Could you find each line of the data below that contains the word "Graniczna" and copy those lines?
··· Task material ···
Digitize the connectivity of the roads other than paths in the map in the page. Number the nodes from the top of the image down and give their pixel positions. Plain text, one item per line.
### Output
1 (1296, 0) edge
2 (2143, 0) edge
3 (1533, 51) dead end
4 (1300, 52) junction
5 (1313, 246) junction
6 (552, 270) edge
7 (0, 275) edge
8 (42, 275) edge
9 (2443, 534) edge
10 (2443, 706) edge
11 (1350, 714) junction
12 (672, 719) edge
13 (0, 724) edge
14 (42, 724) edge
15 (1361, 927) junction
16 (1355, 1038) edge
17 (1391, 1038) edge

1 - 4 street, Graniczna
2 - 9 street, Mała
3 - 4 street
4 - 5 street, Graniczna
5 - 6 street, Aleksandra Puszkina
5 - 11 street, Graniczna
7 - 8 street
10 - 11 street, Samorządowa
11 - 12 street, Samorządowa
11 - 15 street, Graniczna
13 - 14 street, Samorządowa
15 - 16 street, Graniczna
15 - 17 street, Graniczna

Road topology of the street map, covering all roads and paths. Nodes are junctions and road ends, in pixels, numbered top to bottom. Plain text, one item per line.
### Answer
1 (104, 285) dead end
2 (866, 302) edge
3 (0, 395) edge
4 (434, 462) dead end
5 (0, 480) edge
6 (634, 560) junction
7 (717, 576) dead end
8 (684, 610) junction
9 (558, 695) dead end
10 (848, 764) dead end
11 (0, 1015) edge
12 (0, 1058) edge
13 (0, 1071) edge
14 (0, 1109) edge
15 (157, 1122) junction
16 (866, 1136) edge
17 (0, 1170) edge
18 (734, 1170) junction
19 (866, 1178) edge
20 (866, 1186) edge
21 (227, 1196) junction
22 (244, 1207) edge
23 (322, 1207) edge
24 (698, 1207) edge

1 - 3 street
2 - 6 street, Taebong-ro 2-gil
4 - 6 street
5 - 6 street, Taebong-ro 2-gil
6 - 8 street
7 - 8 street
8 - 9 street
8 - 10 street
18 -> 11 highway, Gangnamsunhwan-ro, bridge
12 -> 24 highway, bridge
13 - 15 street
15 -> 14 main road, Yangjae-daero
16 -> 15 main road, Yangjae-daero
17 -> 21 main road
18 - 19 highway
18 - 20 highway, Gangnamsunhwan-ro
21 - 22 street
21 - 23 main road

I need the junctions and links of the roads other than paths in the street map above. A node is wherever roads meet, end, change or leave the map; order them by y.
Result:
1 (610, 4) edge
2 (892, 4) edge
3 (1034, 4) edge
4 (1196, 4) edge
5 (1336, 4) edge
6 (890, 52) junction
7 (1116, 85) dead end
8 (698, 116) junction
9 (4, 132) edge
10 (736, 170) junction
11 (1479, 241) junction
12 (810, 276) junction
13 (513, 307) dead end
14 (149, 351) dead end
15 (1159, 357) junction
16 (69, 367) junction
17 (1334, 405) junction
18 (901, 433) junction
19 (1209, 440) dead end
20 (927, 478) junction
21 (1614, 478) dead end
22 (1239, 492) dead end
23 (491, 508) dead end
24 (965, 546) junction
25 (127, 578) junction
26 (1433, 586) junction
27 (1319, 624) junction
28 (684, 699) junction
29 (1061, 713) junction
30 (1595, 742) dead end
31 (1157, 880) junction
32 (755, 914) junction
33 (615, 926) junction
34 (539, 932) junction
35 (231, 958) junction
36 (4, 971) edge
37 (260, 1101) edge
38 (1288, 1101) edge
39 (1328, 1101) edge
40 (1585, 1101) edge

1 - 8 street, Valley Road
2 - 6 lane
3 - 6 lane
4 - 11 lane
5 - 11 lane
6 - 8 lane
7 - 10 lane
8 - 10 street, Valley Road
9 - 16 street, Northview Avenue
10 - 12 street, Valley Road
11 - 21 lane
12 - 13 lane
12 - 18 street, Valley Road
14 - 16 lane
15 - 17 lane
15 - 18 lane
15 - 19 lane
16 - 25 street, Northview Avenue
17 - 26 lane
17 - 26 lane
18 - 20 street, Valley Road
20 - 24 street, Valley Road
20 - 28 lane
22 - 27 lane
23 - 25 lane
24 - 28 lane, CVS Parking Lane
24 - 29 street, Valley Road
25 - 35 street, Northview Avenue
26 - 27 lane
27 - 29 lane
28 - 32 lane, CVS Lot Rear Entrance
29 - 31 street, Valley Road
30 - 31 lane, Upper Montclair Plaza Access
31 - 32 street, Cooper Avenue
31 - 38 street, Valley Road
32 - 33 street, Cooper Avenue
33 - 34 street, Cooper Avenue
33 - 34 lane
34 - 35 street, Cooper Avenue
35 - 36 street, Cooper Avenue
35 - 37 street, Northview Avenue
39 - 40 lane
···
*Answer for this exercise*
1 - 4 street, Graniczna
4 - 5 street, Graniczna
5 - 11 street, Graniczna
11 - 15 street, Graniczna
15 - 16 street, Graniczna
15 - 17 street, Graniczna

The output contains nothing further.